The Black Bear chairlift at Eaglecrest Ski Area is impossible to repair safely, so it’s time to consider alternatives such as upgrading the other bottom-to-top main lift to triple-chair capacity while awaiting the installation of a gondola, the resort’s leaders decided during a board of directors meeting Thursday.
The aging Black Bear lift was shut down for the 2024-25 season due to serious mechanical problems discovered during an inspection last summer. Eaglecrest General Manager Craig Cimmons told board members on Thursday a further assessment indicates trying to reopen it is no longer feasible.

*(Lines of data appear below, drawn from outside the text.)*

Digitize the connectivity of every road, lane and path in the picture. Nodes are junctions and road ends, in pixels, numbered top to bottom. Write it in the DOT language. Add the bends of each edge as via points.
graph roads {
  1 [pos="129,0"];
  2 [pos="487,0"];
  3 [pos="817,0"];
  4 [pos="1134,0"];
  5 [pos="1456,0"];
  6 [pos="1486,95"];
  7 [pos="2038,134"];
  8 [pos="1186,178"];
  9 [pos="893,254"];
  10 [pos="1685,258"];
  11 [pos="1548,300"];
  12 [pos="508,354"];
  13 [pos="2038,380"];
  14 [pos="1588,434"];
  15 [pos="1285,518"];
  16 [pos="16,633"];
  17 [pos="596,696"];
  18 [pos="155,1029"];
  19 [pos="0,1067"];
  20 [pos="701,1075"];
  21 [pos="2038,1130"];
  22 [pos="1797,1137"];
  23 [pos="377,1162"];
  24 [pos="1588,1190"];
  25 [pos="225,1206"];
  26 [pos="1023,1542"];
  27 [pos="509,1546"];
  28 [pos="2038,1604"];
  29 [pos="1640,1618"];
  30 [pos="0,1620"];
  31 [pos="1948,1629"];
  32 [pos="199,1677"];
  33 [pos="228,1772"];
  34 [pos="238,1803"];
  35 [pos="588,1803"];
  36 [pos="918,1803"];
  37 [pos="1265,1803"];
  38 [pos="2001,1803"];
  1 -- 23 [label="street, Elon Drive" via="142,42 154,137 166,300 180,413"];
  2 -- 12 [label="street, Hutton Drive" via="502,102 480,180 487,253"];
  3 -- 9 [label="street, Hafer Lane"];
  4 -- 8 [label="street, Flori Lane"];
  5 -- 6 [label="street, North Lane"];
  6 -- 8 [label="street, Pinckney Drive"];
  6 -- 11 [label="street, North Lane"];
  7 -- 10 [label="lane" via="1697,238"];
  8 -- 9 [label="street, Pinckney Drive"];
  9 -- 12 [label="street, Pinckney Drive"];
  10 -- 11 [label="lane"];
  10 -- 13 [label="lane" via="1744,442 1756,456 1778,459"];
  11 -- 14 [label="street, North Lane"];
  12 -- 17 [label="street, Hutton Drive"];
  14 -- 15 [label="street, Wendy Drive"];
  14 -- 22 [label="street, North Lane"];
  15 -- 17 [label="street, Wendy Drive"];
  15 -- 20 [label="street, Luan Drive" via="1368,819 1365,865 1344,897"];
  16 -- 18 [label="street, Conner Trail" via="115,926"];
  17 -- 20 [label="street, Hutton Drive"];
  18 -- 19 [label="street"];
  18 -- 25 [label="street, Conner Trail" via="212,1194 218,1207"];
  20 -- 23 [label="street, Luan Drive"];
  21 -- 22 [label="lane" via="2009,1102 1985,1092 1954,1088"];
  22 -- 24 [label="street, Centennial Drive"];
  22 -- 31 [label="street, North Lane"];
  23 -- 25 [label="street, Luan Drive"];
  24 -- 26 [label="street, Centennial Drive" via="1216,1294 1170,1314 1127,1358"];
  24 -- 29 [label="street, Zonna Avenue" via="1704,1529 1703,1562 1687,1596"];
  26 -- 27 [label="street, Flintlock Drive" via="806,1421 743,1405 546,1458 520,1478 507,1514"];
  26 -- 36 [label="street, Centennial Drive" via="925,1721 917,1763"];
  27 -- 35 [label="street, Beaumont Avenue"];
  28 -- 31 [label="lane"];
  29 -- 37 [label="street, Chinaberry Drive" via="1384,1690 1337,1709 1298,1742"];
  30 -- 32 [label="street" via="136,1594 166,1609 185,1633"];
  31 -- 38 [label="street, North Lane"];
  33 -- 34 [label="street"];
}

“So the board and the staff have officially decided that the effort it would take to fix Black Bear is way beyond our capacity,” he said in an interview Friday. “It’s just too old and it would take far too much to fix it, where we have to use that staff time and the money we have to make sure the other three lifts get the service that they need to keep running because they’re the same age as Black Bear.”
It’s the latest of numerous setbacks for Eaglecrest in recent years, including a dismal snow season that resulted in this year’s operations ending early and ongoing delays in the installation of the gondola officials hope is the key to the city-owned ski area’s future financial sustainability.

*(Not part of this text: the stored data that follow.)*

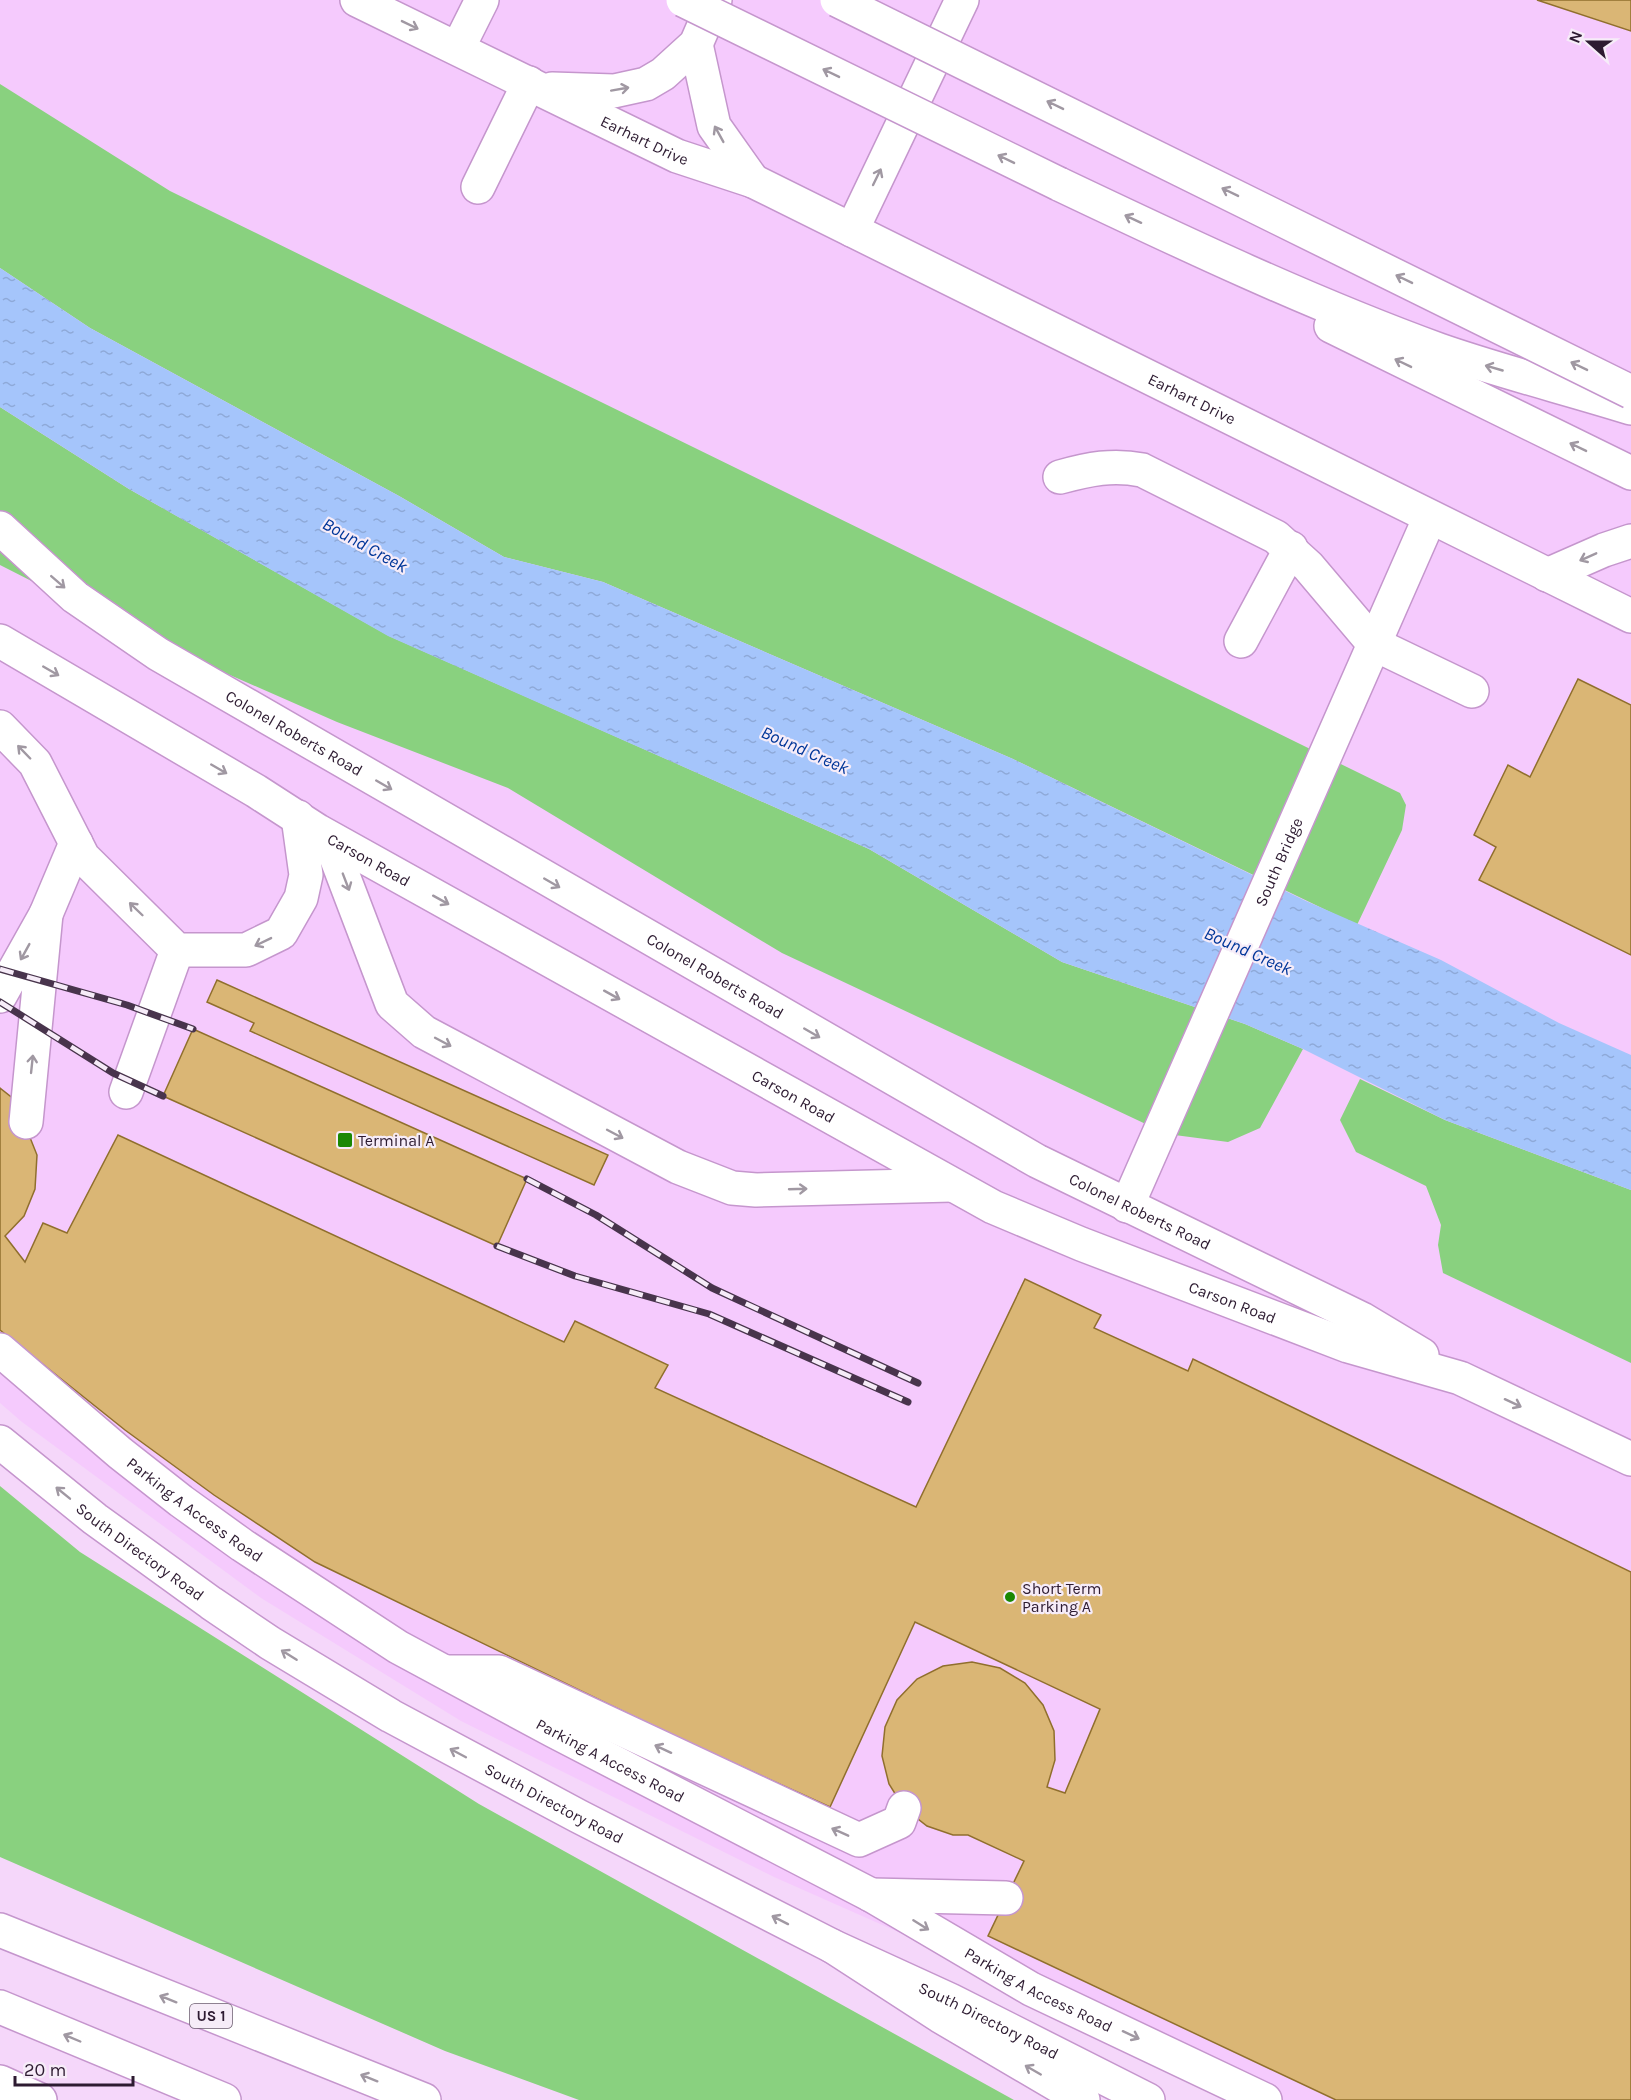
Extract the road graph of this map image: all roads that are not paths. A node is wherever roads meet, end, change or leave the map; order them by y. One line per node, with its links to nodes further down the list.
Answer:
1 (357, 0): 8 (main road, Earhart Drive, one-way to 8)
2 (482, 0): 8 (main road)
3 (683, 0): 13 (main road, one-way to 3, bridge)
4 (715, 0): 7 (main road, Earhart Drive)
5 (837, 0): 14 (main road, one-way to 5, bridge)
6 (962, 0): 12 (main road, one-way to 6)
7 (696, 44): 9 (main road, Earhart Drive, one-way to 7); 10 (main road, Earhart Drive, one-way to 7)
8 (458, 48): 9 (main road, Earhart Drive)
9 (535, 86): 10 (main road, Earhart Drive); 11 (main road)
10 (753, 181): 12 (main road, Earhart Drive)
11 (478, 187)
12 (852, 230): 18 (main road, Earhart Drive)
13 (1186, 244): 15 (main road, one-way to 13); 16 (main road, one-way to 13)
14 (1631, 392)
15 (1631, 408)
16 (1631, 473)
17 (1060, 477): 21 (main road)
18 (1430, 517): 22 (main road, Earhart Drive); 26 (main road, South Bridge)
19 (8, 535): 37 (main road, Colonel Roberts Road, one-way to 37)
20 (1631, 542): 22 (main road, one-way to 22)
21 (1291, 548): 25 (main road); 26 (main road)
22 (1547, 575): 23 (main road, Earhart Drive)
23 (1631, 616)
24 (0, 641): 29 (main road, Carson Road, one-way to 29)
25 (1241, 641)
26 (1374, 644): 27 (main road); 37 (main road, South Bridge)
27 (1472, 691)
28 (0, 727): 30 (main road, one-way to 28)
29 (308, 824): 32 (main road, one-way to 32); 36 (main road, Carson Road, one-way to 36); 36 (main road, one-way to 36)
30 (76, 843): 31 (main road); 32 (main road, one-way to 30)
31 (46, 914): 33 (main road, one-way to 33); 35 (main road, one-way to 31)
32 (177, 950): 34 (main road)
33 (0, 996)
34 (126, 1092)
35 (26, 1122)
36 (952, 1185): 39 (main road, Carson Road)
37 (1127, 1206): 39 (main road, Colonel Roberts Road)
38 (0, 1350): 42 (main road, Parking A Access Road)
39 (1460, 1378): 41 (main road, Carson Road, one-way to 41)
40 (0, 1442): 47 (main road, South Directory Road, one-way to 40)
41 (1631, 1459)
42 (442, 1672): 43 (main road, one-way to 42); 44 (main road, Parking A Access Road)
43 (904, 1808)
44 (871, 1895): 45 (main road); 55 (main road, Parking A Access Road, one-way to 55)
45 (1006, 1898)
46 (0, 1930): 52 (main road, US 1, one-way to 46)
47 (832, 1946): 53 (main road, one-way to 47); 54 (main road, South Directory Road)
48 (0, 2007): 51 (main road, one-way to 48)
49 (0, 2082): 50 (main road)
50 (40, 2100)
51 (224, 2100)
52 (424, 2100)
53 (1083, 2100)
54 (1148, 2100)
55 (1265, 2100)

Cimmons said the permanent shutdown of the Black Bear lift will affect Eaglecrest’s skier capacity, but it generally operated only Fridays through Sundays during periods when the other three lifts were operating daily.
“It also is really subject to a lot of high winds that it shuts down,” he said. “So of all the four lifts Black Bear was the one that ran the least and was also most subject to the weather shutting it down.”

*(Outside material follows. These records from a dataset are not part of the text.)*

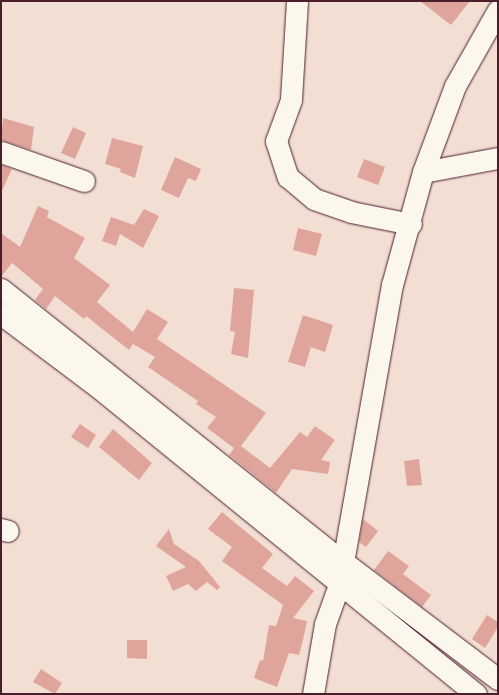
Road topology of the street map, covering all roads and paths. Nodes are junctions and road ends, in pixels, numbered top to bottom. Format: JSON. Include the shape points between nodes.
{"nodes":[{"id":1,"x":299,"y":3,"type":"edge"},
{"id":2,"x":498,"y":10,"type":"edge"},
{"id":3,"x":1,"y":152,"type":"edge"},
{"id":4,"x":498,"y":158,"type":"edge"},
{"id":5,"x":423,"y":172,"type":"junction"},
{"id":6,"x":84,"y":181,"type":"dead end"},
{"id":7,"x":412,"y":224,"type":"junction"},
{"id":8,"x":1,"y":289,"type":"edge"},
{"id":9,"x":1,"y":314,"type":"edge"},
{"id":10,"x":341,"y":560,"type":"junction"},
{"id":11,"x":339,"y":585,"type":"junction"},
{"id":12,"x":498,"y":679,"type":"edge"},
{"id":13,"x":313,"y":694,"type":"edge"},
{"id":14,"x":476,"y":694,"type":"edge"}],
"edges":[{"from":1,"to":7,"type":"street","via":[[291,100],[276,141],[288,177],[294,184],[322,202],[351,212]]},
{"from":2,"to":5,"type":"street","via":[[455,86]]},
{"from":3,"to":6,"type":"street"},
{"from":4,"to":5,"type":"street"},
{"from":5,"to":7,"type":"street"},
{"from":7,"to":10,"type":"street","via":[[392,285]]},
{"from":8,"to":10,"type":"street"},
{"from":9,"to":11,"type":"street","via":[[98,388]]},
{"from":10,"to":11,"type":"street"},
{"from":10,"to":12,"type":"street"},
{"from":11,"to":13,"type":"street","via":[[325,624]]},
{"from":11,"to":14,"type":"street"}]}
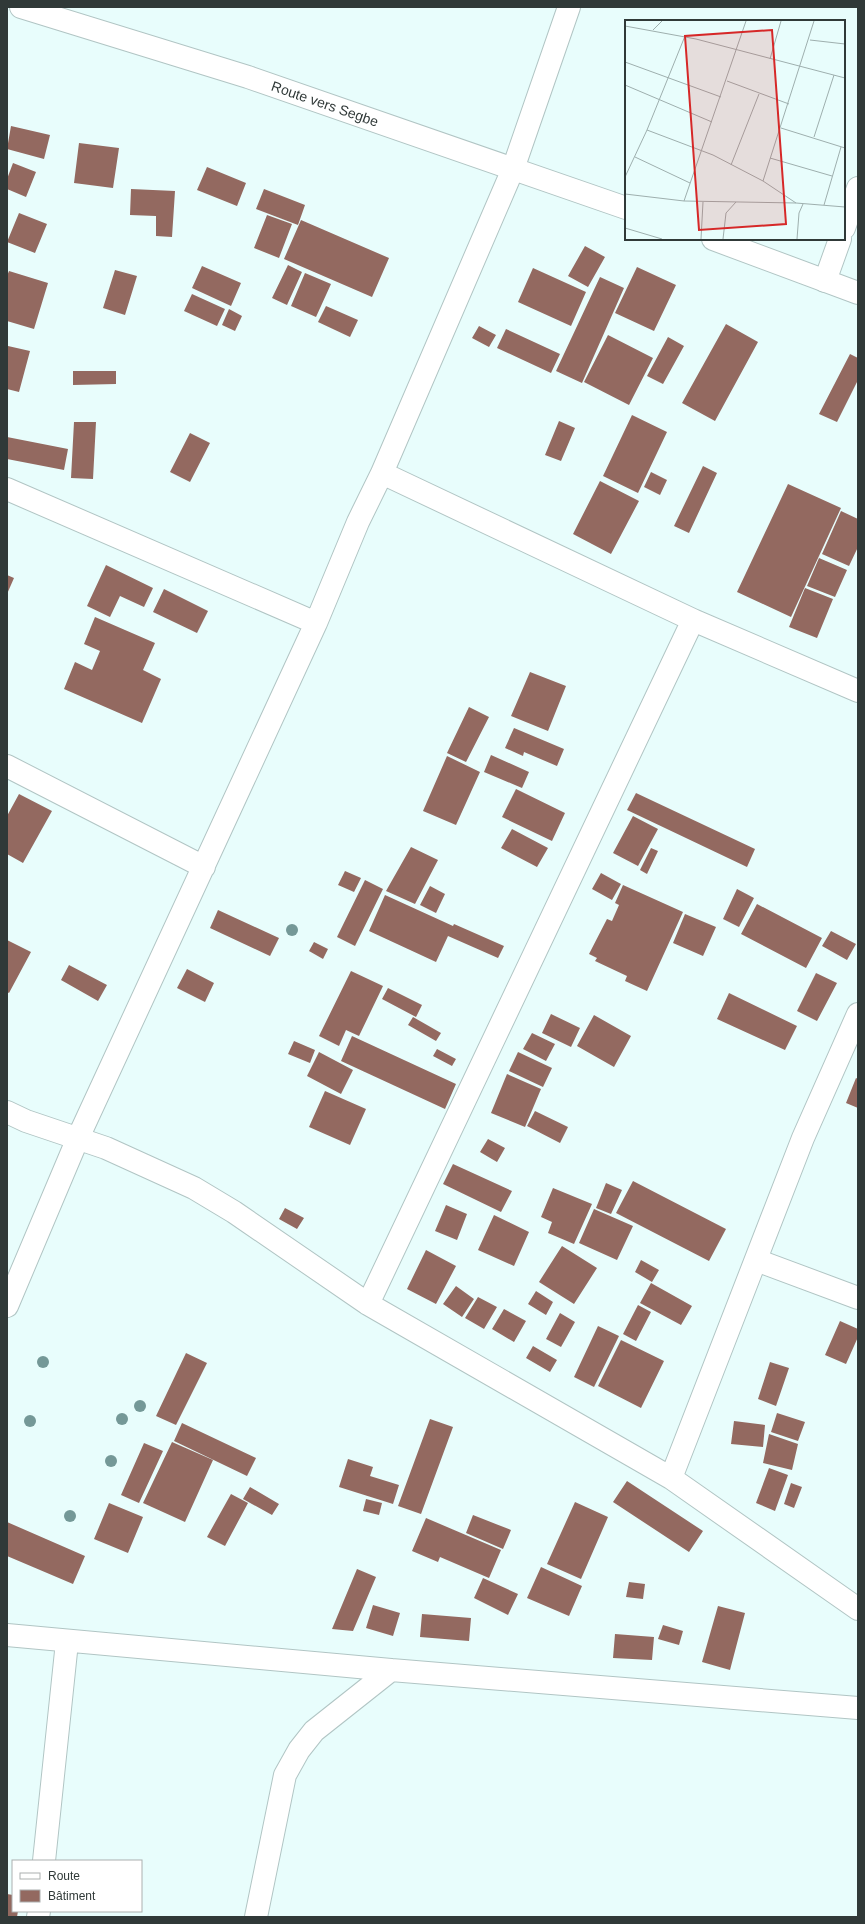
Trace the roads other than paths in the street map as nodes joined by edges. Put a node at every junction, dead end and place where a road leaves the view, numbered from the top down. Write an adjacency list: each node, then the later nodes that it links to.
1 (21, 7): 3 (street, Route vers Segbe)
2 (570, 7): 3 (street)
3 (513, 169): 5 (street, Route vers Segbe); 11 (street)
4 (858, 188): 6 (street)
5 (625, 208)
6 (845, 225)
7 (716, 240): 9 (street)
8 (840, 240): 9 (street)
9 (825, 281): 10 (street)
10 (858, 293)
11 (382, 473): 13 (street); 14 (street)
12 (7, 489): 14 (street)
13 (693, 620): 15 (street); 23 (street)
14 (316, 623): 17 (street)
15 (858, 691)
16 (7, 766): 17 (street)
17 (204, 867): 20 (street)
18 (858, 1014): 21 (street)
19 (7, 1112): 20 (street)
20 (78, 1138): 23 (street); 24 (street)
21 (756, 1260): 22 (street); 25 (street)
22 (858, 1298)
23 (368, 1304): 25 (street)
24 (7, 1306)
25 (672, 1478): 26 (street)
26 (858, 1609)
27 (7, 1635): 28 (street)
28 (67, 1642): 29 (street); 31 (street)
29 (391, 1670): 30 (street); 32 (street)
30 (858, 1708)
31 (44, 1860)
32 (256, 1917)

There are multiple future scenarios for Eaglecrest’s lifts, including converting the Ptarmigan lift — the other bottom-to-top installation — to triple-chair capacity, Cimmons said. He said a full replacement could theoretically be done in a single summer at a high cost, but a graduation replacement of the terminals and then the lift towers could occur over three years.
Officials are also putting their hopes on the used gondola that officials had hoped would open by 2027, but are now targeting for a debut in May of 2028. That is the deadline in an agreement with Goldbelt Inc., which provided $10 million for installation in exchange for a portion of the lift’s revenues for at least 25 years. Goldbelt can abandon the agreement and get its money back if the deadline is not met.
Eaglecrest is scheduled to celebrate its 50th anniversary during the coming season, but that landmark occasion is also indicative of the aging condition of much of the ski area’s infrastructure. The ski area has been suffering significant operational losses in recent years, which the Juneau Assembly has expressed a willingness to cover in part due to assurances by resort officials the gondola will make the resort profitable.